- [Your objective] Only the lines from the one with "pinky dip: (116, 78)" to the end of the data below should be given again, exactly as written.

Available data Block Start

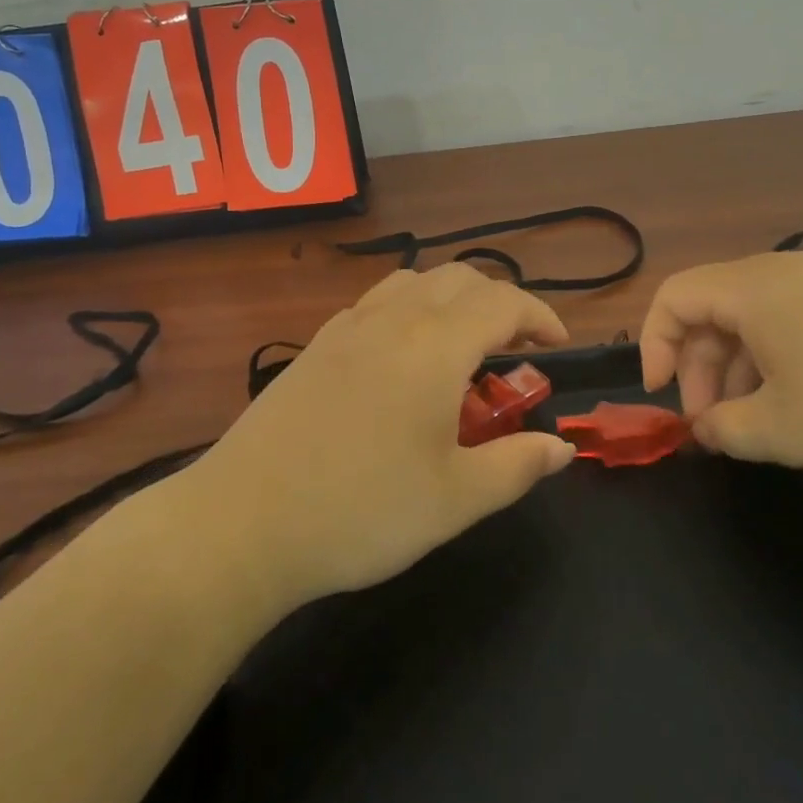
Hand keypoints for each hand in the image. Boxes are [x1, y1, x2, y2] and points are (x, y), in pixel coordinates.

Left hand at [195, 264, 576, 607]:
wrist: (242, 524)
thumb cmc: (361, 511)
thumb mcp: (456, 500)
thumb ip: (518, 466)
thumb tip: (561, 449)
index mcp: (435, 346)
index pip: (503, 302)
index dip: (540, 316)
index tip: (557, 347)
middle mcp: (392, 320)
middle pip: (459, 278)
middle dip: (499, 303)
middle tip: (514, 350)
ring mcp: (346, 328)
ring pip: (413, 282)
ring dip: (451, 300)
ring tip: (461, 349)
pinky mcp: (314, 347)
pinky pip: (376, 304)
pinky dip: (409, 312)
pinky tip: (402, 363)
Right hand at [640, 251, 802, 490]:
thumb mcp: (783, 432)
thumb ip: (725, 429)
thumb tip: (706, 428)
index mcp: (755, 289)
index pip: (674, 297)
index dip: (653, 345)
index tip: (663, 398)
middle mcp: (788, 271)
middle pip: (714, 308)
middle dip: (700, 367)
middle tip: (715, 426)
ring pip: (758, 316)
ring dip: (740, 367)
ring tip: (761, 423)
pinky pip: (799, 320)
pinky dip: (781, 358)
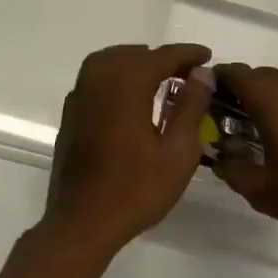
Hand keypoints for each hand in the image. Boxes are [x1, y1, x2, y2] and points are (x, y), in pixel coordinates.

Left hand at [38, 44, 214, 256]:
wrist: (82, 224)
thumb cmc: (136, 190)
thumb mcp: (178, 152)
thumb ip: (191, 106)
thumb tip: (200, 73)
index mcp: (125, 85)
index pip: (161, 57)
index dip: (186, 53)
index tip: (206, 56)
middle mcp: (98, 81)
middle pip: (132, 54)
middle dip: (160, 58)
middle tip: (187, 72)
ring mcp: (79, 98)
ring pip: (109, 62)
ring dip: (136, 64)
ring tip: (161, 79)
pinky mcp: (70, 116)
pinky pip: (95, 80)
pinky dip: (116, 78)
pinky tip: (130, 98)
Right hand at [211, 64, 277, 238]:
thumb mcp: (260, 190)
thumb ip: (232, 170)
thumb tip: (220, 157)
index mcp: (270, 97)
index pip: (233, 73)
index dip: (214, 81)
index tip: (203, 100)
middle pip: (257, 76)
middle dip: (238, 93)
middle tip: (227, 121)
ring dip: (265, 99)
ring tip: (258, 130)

Available data Block End

- [Result for this task]
pinky dip: (116, 78)
pinky tip: (130, 98)
Right hand at [211, 64, 277, 238]:
thumb mcp: (260, 190)
thumb ip: (232, 170)
thumb tip: (220, 157)
index mcp: (270, 97)
index pip: (233, 73)
index dip: (214, 81)
index tip: (203, 100)
middle pip: (257, 76)
middle dip: (238, 93)
middle tip: (227, 121)
ring dip: (265, 99)
ring tip: (258, 130)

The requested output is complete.